_Try it_:
The required answer is each line in the entries below where "طريق" occurs.

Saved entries
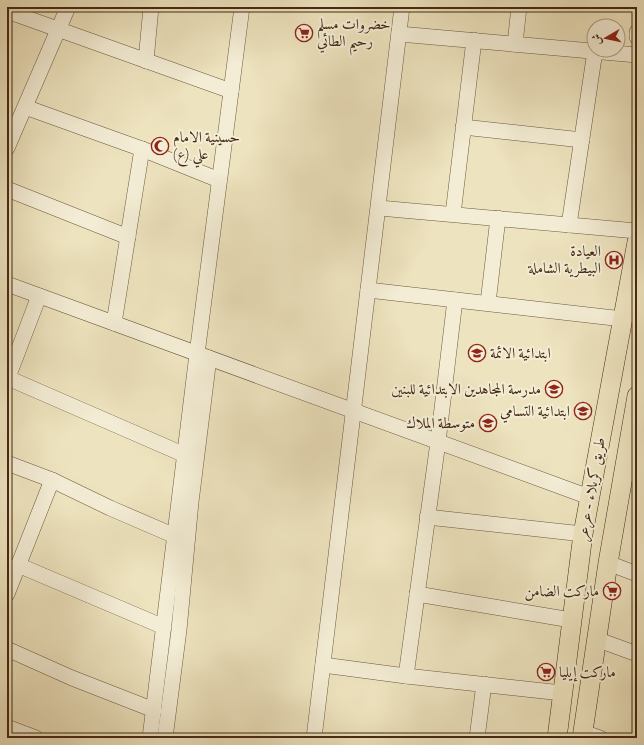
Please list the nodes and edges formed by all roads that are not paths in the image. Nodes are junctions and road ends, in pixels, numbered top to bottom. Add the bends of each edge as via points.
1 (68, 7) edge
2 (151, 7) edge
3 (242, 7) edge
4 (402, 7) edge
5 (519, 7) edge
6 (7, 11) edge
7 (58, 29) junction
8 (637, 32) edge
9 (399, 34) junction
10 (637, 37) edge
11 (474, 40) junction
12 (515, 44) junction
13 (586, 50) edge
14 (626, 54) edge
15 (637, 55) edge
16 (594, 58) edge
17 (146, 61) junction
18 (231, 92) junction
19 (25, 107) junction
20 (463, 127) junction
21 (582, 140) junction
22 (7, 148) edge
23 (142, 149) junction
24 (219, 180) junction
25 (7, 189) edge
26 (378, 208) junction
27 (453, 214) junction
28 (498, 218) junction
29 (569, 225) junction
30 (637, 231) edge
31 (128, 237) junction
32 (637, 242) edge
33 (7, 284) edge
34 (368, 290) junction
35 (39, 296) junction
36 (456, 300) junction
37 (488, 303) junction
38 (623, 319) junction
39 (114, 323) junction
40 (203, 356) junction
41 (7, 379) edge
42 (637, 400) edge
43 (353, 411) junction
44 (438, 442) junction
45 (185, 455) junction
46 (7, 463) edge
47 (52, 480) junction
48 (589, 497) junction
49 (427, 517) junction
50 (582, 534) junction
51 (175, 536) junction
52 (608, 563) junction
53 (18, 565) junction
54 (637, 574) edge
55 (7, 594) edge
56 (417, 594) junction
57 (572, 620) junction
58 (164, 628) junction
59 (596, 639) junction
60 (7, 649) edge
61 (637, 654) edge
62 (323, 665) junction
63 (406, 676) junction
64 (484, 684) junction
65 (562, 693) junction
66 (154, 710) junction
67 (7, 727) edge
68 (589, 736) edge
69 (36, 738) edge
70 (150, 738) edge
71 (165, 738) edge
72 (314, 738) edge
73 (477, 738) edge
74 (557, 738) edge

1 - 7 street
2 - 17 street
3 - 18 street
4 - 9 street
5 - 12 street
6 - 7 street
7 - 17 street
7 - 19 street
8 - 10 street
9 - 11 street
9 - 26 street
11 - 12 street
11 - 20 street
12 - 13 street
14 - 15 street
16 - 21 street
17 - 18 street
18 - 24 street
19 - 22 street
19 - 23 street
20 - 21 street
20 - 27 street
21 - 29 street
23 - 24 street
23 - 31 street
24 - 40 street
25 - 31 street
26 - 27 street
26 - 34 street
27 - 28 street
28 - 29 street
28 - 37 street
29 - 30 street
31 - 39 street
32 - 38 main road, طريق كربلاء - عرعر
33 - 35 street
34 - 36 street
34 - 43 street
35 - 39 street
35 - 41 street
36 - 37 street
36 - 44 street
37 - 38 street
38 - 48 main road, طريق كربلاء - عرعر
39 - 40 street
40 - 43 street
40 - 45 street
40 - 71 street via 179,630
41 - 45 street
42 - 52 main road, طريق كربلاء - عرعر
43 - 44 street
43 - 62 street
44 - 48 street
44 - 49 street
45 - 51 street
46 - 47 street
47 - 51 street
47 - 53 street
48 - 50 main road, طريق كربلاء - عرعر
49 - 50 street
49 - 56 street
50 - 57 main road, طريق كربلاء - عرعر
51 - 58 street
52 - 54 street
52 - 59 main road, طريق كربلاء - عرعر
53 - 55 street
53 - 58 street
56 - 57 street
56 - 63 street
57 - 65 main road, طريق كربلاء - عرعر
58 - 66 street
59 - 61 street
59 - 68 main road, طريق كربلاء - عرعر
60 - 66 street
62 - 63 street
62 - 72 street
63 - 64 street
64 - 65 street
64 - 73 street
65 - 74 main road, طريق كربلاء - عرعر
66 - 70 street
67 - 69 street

_Answer box_:
32 - 38 main road, طريق كربلاء - عرعر
38 - 48 main road, طريق كربلاء - عرعر
42 - 52 main road, طريق كربلاء - عرعر
48 - 50 main road, طريق كربلاء - عرعر
50 - 57 main road, طريق كربلاء - عرعر
52 - 59 main road, طريق كربلاء - عرعر
57 - 65 main road, طريق كربلاء - عرعر
59 - 68 main road, طريق كربلاء - عرعر
65 - 74 main road, طريق كربلاء - عرعر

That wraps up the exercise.